| Work request |
Retype the records below exactly as given, but only from the first line through the line with "I need the junctions", and without the pictures.

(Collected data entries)
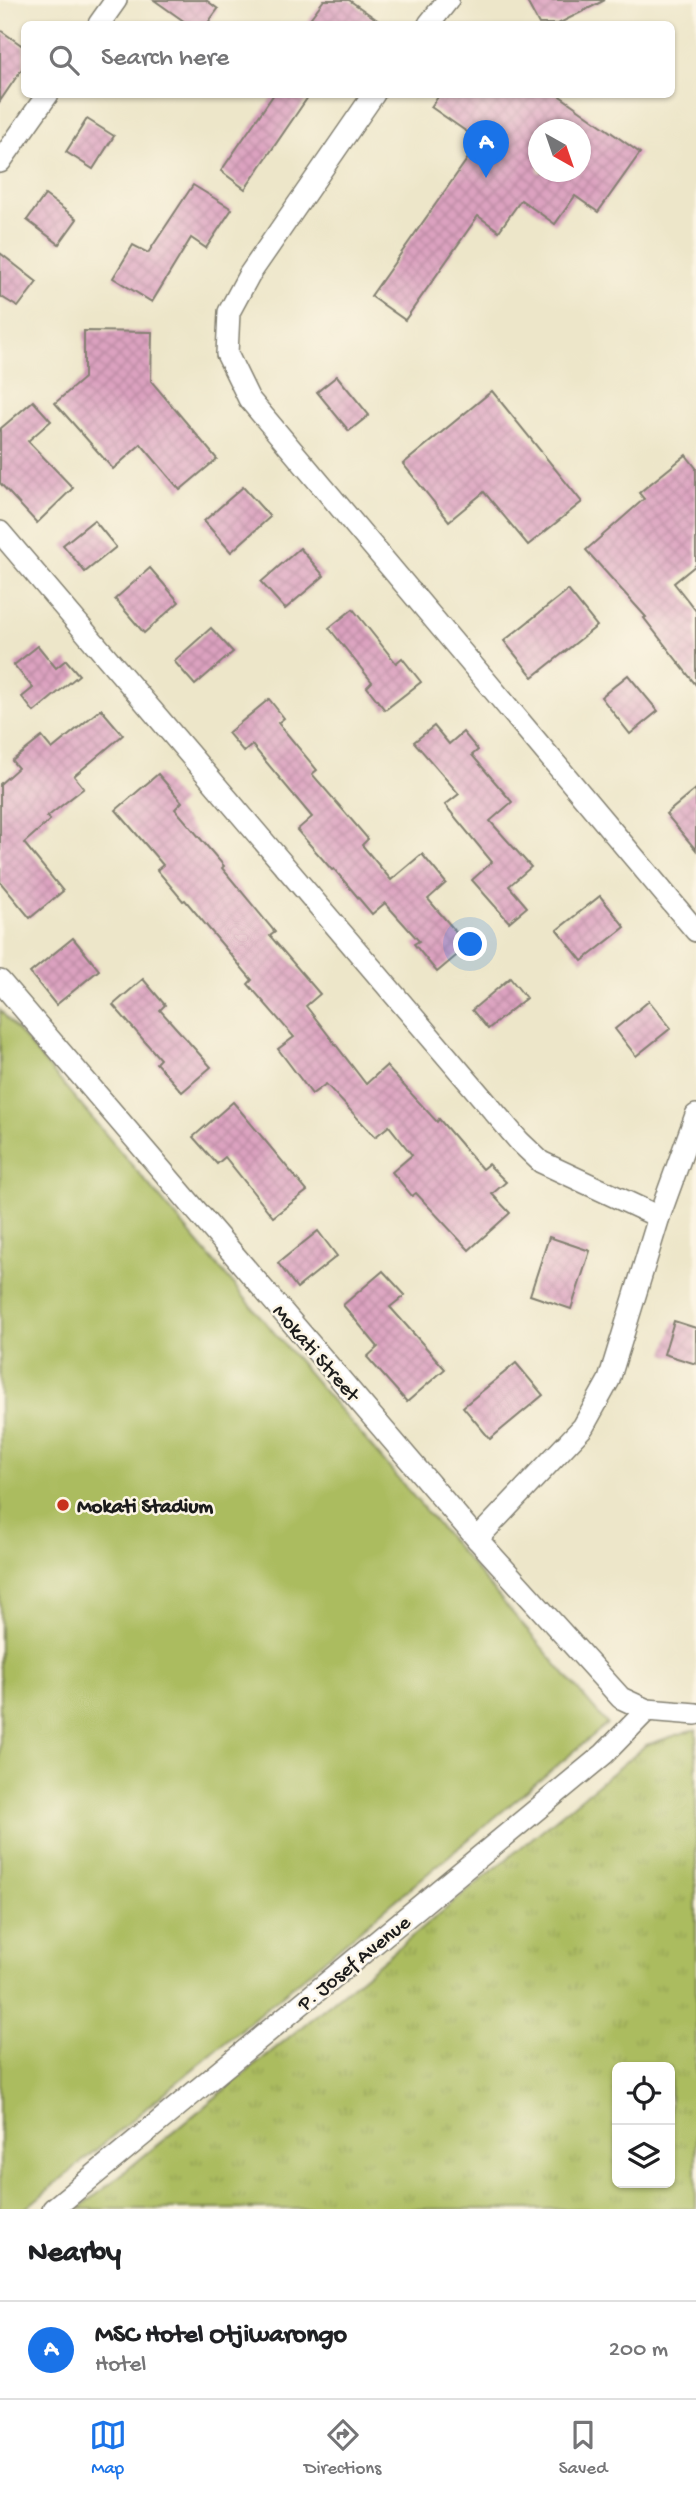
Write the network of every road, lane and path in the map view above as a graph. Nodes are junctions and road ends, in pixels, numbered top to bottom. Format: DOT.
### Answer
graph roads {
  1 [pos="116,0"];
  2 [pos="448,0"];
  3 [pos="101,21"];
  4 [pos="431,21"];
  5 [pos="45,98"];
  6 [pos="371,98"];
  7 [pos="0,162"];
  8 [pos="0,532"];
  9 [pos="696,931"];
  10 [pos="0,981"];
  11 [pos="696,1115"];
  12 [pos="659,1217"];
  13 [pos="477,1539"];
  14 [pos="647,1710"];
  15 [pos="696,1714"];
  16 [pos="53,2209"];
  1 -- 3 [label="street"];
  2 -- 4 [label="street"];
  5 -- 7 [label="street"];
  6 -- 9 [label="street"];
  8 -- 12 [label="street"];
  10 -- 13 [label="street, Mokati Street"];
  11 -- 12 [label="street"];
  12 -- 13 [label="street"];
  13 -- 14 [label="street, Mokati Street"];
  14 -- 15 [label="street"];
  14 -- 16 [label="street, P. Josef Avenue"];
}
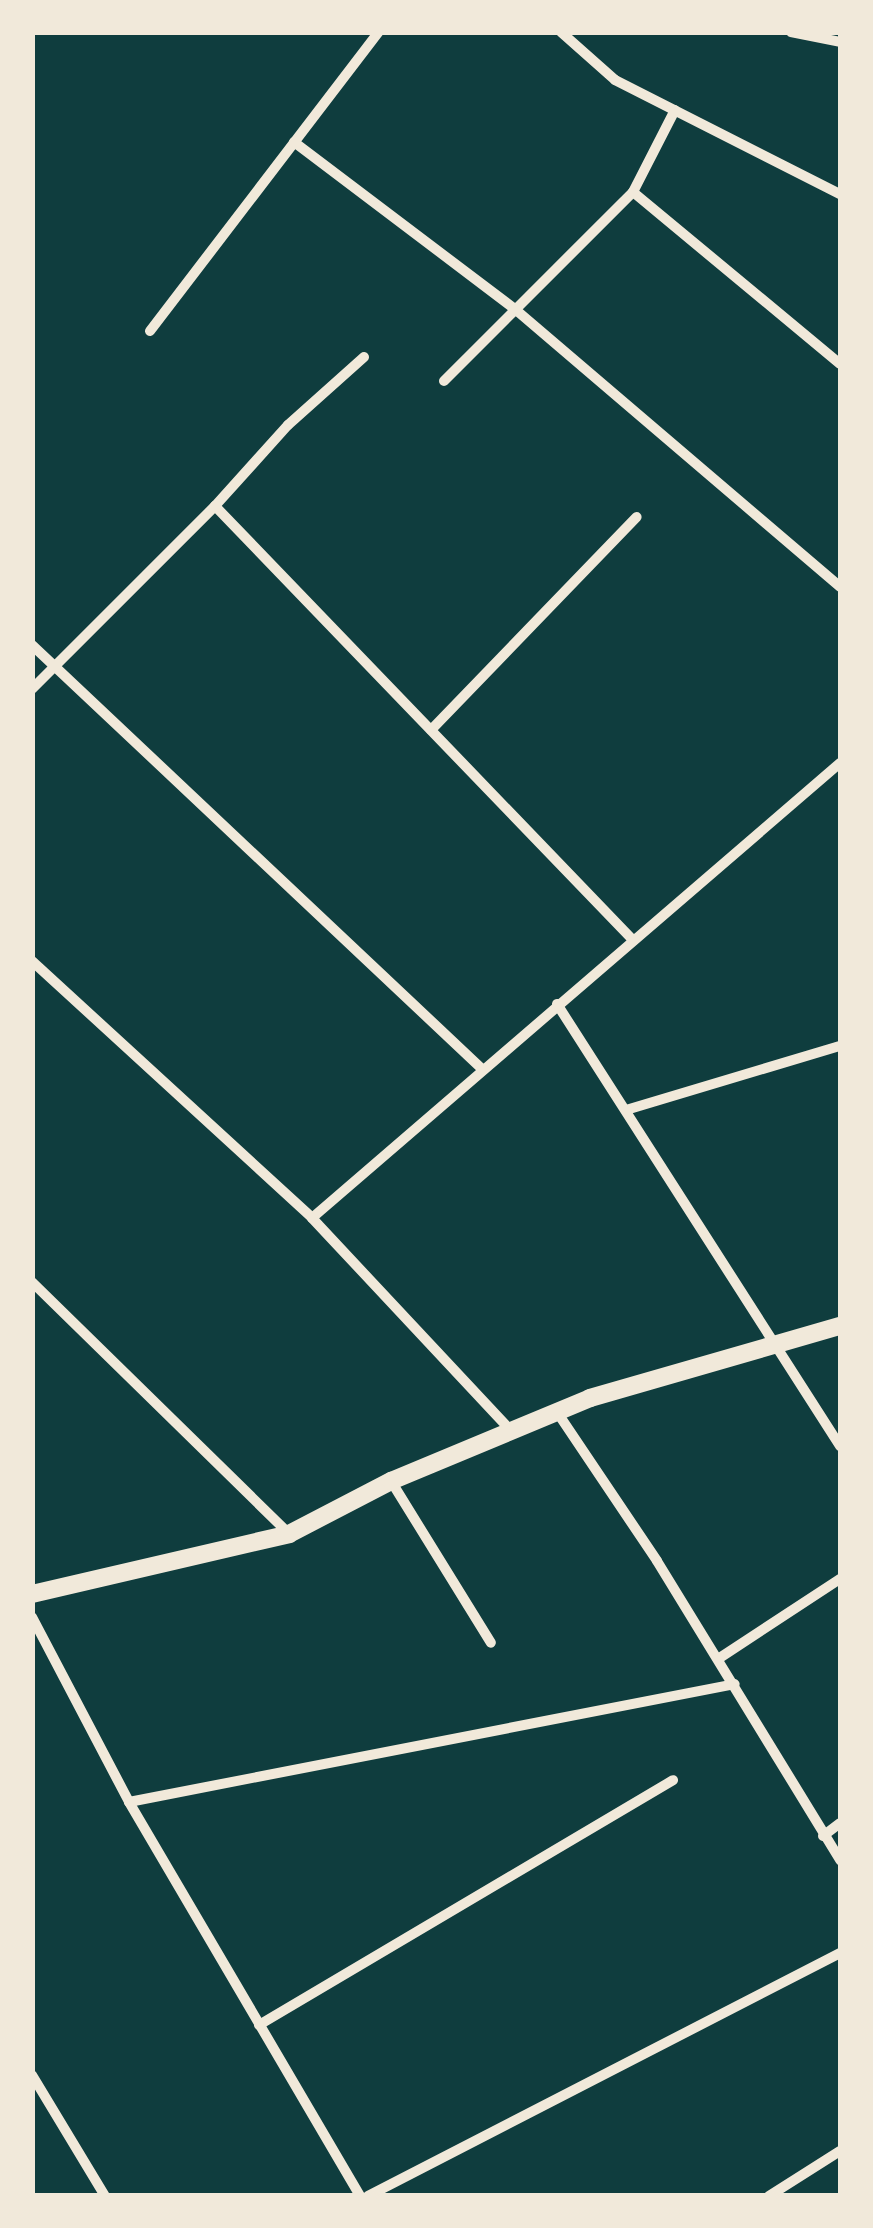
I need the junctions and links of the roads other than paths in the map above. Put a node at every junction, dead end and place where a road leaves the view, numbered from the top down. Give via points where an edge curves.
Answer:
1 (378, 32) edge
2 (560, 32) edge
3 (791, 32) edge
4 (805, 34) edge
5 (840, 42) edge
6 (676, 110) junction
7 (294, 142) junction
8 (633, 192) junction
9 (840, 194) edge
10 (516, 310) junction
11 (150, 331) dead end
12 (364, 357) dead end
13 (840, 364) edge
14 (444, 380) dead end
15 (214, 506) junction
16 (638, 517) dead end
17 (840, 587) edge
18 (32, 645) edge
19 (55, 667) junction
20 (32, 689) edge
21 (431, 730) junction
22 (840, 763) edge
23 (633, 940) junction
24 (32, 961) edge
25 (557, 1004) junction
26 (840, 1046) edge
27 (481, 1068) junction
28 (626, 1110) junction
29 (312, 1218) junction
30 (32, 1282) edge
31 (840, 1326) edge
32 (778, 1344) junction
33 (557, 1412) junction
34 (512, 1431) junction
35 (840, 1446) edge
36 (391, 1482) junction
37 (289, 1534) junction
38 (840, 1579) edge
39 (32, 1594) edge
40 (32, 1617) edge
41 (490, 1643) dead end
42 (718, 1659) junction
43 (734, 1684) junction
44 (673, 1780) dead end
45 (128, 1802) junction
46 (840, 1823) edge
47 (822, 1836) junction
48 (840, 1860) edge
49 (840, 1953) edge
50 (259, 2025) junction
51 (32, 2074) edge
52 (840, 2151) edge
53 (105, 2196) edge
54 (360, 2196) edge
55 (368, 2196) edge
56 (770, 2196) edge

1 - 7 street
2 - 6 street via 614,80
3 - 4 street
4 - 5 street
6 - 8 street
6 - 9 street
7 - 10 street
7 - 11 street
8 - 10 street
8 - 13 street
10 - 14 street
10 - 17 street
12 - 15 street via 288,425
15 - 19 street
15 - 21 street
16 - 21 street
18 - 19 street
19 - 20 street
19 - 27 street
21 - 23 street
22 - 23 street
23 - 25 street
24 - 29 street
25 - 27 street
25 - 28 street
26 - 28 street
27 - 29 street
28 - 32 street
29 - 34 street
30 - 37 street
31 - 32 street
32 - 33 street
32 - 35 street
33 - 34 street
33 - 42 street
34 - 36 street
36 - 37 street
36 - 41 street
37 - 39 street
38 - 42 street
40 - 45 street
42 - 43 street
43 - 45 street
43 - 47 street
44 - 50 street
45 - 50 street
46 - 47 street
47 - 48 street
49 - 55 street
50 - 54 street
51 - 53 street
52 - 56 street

| Answer to this problem |
Write the network of every road, lane and path in the map view above as a graph. Nodes are junctions and road ends, in pixels, numbered top to bottom. Format: DOT.
### Answer
graph roads {
  1 [pos="116,0"];
  2 [pos="448,0"];
  3 [pos="101,21"];
  4 [pos="431,21"];
  5 [pos="45,98"];
  6 [pos="371,98"];
  7 [pos="0,162"];
  8 [pos="0,532"];
  9 [pos="696,931"];
  10 [pos="0,981"];
  11 [pos="696,1115"];
  12 [pos="659,1217"];
  13 [pos="477,1539"];
  14 [pos="647,1710"];
  15 [pos="696,1714"];
  16 [pos="53,2209"];
  1 -- 3 [label="street"];
  2 -- 4 [label="street"];
  5 -- 7 [label="street"];
  6 -- 9 [label="street"];
  8 -- 12 [label="street"];
  10 -- 13 [label="street, Mokati Street"];
  11 -- 12 [label="street"];
  12 -- 13 [label="street"];
  13 -- 14 [label="street, Mokati Street"];
  14 -- 15 [label="street"];
  14 -- 16 [label="street, P. Josef Avenue"];
}
I need the junctions and links of the roads other than paths in the map above. Put a node at every junction, dead end and place where a road leaves the view, numbered from the top down. Give via points where an edge curves.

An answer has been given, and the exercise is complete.